Wednesday, April 23, 2008

two views of the same river

The last class of the seminar on foundations of L&S today. It wasn't a terrible class, at all, but the class was strained to the hilt by the laboriousness of the readings, the occasionally stilted nature of the discussion, and the weird dynamics that pitted political scientist against economist against sociologist. It was hardly anyone's favorite class ever.

Still, as we partook (is that a word?) of my favorite ritual, the end-of-class-clap, the prof thanked us for our spirited engagement and said that we were her best class on the subject.

Huh?! Are we talking about the same class?!

It is nice to know this, of course. I just am never sure whether to believe professors when they say these things. Either we were better than we perceived (and we perceived ourselves to be lacking in interest and patience), or man, the other classes before us must have sucked hard.

Perhaps one day, I too will say this to my classes, that they were the best class ever.

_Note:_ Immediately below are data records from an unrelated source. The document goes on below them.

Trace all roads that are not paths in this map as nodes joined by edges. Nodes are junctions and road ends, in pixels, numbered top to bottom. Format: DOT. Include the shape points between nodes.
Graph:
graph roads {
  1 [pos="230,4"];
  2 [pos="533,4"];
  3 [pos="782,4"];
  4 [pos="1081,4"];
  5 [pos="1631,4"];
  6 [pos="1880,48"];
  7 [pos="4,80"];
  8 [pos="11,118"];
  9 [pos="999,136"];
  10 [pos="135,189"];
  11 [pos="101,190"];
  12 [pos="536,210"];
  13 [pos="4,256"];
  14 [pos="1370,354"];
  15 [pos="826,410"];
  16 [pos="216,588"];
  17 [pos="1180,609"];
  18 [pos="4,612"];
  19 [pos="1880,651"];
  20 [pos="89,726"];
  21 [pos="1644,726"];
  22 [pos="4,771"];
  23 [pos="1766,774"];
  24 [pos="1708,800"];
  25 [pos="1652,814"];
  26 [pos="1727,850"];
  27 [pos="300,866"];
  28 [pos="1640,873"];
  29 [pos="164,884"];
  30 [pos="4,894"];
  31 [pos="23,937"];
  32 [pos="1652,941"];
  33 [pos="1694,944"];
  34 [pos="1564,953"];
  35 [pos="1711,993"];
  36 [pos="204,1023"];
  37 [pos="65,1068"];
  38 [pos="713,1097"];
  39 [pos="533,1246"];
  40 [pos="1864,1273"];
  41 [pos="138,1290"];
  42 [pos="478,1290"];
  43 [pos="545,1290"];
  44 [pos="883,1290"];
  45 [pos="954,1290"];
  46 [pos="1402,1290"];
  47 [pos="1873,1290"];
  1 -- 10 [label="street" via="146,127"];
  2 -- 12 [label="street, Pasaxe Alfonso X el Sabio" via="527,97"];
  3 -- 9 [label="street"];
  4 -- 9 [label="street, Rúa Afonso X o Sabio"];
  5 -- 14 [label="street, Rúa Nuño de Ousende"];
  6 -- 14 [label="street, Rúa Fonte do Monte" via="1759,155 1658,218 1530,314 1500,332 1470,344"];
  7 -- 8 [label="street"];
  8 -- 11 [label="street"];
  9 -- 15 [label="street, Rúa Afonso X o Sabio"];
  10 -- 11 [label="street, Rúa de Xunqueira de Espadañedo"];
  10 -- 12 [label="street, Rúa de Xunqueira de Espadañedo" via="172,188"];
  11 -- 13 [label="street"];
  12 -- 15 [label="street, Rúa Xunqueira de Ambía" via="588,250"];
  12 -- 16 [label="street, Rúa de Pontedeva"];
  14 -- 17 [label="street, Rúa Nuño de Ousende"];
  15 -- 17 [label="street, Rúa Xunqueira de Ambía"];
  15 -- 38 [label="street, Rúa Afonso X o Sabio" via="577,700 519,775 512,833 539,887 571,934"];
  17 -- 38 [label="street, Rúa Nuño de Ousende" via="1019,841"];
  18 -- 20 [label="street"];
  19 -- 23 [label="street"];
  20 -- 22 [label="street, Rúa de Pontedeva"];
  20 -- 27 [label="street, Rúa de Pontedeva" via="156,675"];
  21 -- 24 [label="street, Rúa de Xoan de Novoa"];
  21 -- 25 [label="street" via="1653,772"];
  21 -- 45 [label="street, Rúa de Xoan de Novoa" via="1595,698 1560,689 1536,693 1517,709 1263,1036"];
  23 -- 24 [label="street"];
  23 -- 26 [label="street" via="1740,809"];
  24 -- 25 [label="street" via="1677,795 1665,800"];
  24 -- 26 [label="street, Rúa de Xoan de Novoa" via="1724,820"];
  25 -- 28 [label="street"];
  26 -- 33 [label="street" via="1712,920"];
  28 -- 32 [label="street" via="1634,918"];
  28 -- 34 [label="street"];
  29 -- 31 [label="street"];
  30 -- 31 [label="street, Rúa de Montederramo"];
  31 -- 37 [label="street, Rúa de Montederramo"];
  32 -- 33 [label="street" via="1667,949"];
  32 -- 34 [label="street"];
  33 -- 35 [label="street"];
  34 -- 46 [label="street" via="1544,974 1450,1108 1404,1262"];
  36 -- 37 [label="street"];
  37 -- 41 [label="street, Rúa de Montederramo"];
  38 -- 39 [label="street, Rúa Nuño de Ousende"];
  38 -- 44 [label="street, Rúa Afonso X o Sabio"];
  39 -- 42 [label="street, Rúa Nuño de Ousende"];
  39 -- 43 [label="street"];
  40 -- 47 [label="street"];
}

Perhaps, one day, I too will engage in institutionally lubricating little white lies that make everyone special in that post-Objectivist way. That happened a lot in law school. Profs would say "I know you might hear that I tell my 1L class this every year, but you are truly the best, friendliest, warmest bunch I've ever had." Framed like that, it's hard not to go "whatev."

Still, it is nice to hear these things, especially if sincerely meant. And I really think she meant it. Maybe we weren't as bad as we thought we were. I mean, we, as a class, did read carefully, participate fully, have discussions (aka arguments) and turn in all the critiques and go to every class. So I guess, in terms of participation and engagement, we were there. We were awkward, yes, but we were all awkward together and to equal degrees. It is ironic that the last two classes have been so good, and the discussoin so lively and interesting. It almost made me sad to see the class end. Almost.

I will, however, be sad when my class on gender discrimination ends. Now that was an awesome class. It reminds me of my other favorite class ever, employment discrimination law--my 3L spring semester, the course that changed my life and scholarship. I am telling you, law professor folks: you can make a difference in your students' lives.